19980415: Number fields. Examples of number fields. Number rings. Function rings. What the Krull-Akizuki theorem says about number rings and function rings. The Krull-Akizuki situation. Lengths of nontrivial quotients of finitely generated modules. The Krull-Akizuki theorem.
19980417: [Homework assignment #18.] The ring of integers of a number field. Dedekind domains. Prime factorization of ideals in Dedekind domains. The classical e, f, sum of ef. Example: \Z[x]/(x^2+5). Practical problem: computing the ring of integers is difficult. Solution: work with an approximation to the ring of integers. Defining e and f in more generality. Finding the primes of \Z[x]/phi. The sum of ef in general.
19980420: Working with elements of \Q[x]. Working with ideals of \Q[x]. The ideal membership question. Proving that 12x^4+7x^2+1 is in (4x^2+1)\Q[x]. Proving that 8x^3+1 is not in (4x^2+1)\Q[x]. What goes wrong for multiple generators. Non-unique remainders for an element of (4x^2+1)\Q[x]+(8x^3+1)\Q[x]. A unique non-zero remainder for another element. Groebner bases for ideals of \Q[x]. Reduced Groebner bases for ideals of \Q[x]. Computing reduced Groebner bases for ideals of \Q[x] with Euclid's algorithm. Heavy dependence of Groebner bases on generators. What goes wrong for non-principal ideals; a Groebner basis for (x^2+1)\Z[x]+2x\Z[x].

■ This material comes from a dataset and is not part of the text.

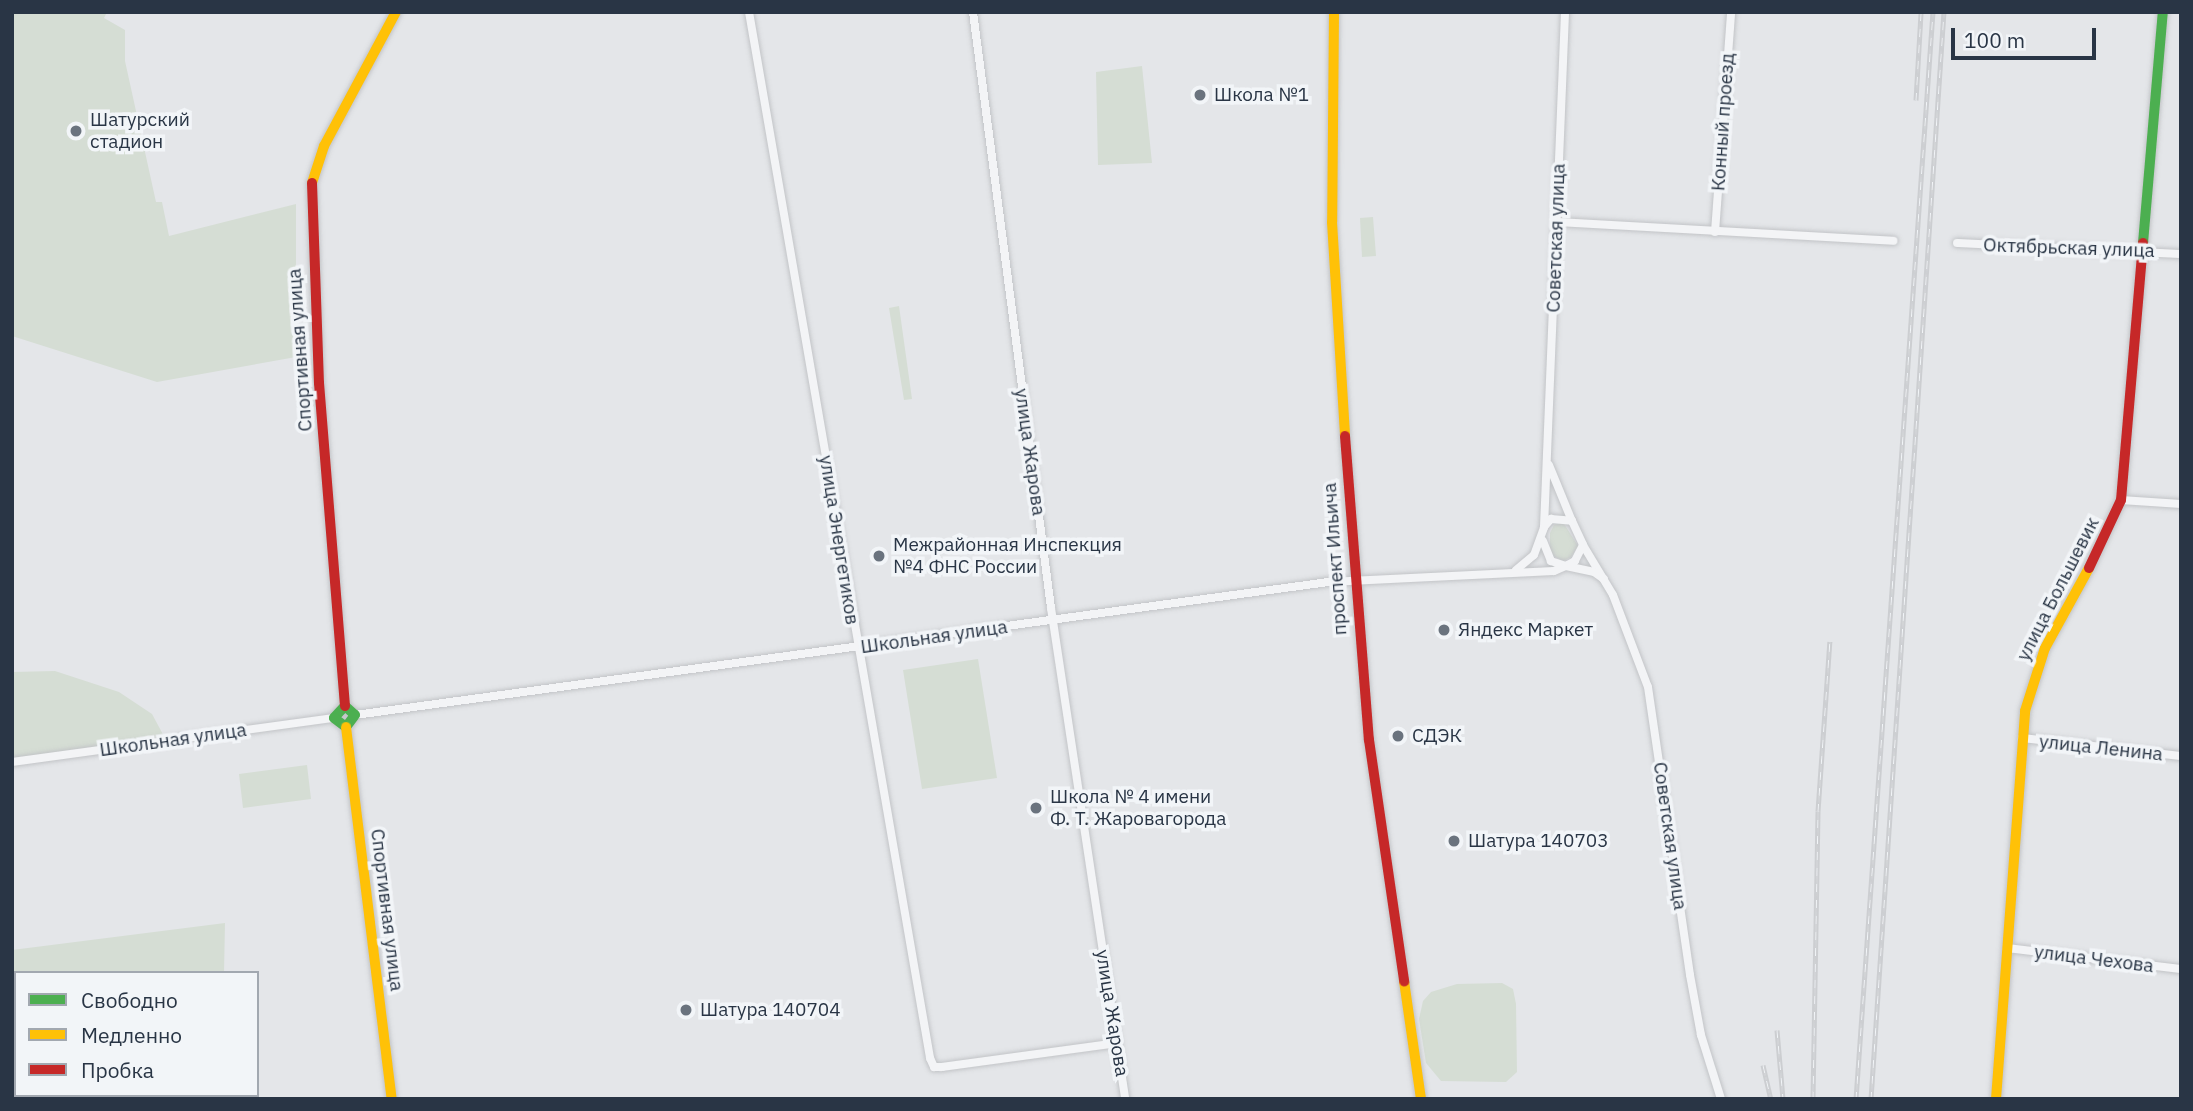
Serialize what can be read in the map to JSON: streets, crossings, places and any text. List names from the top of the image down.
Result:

19980422: Lexicographic order of terms in \Q[x,y]. The head of a polynomial in \Q[x,y]. Groebner bases and obvious combinations of polynomials. Example: x^2, xy+y^2 is not a Groebner basis. Characterization of Groebner bases in terms of head divisibility. Example of expressing element of ideal as an obvious combination of elements of a Groebner basis for the ideal. Remainders. Expressing any polynomial as an obvious combination of generators plus a remainder.
19980424: Remainders produced by division. Example of division. Uniqueness of remainders modulo Groebner bases. S-polynomials. The Buchberger criterion. Using Buchberger's criterion to prove that x^2,xy+y^2,y^3 is a Groebner basis. Outline of Buchberger's proof. How the proof works given x^2y^2=x(xy+y^2)-y(x^2) in terms of x^2,xy+y^2,y^3. Summary of how to test ideal membership.
19980427: Properties of extensions: incomparability, going up, going down. Context of normal going down: domain, integral over a normal domain. Minimal polynomials of elements integral over ideals. Applying minimal polynomials to prime ideals. Proof of normal going down.
19980429: Speed of multiplying elements of R[x] of degree up to n. Time for the straightforward method: n^2 multiplications in R. Karatsuba's trick. Speed of Karatsuba's trick. The ring homomorphisms behind Karatsuba's trick. General philosophy of multiplication methods. Toom's trick. Speed of Toom's trick. Gauss's trick: the Fast Fourier Transform. Speed of the FFT.
19980501: The FFT in general. What the FFT does without divisions by 2. Nussbaumer's trick. Radix-3 FFTs. The Cantor-Kaltofen theorem.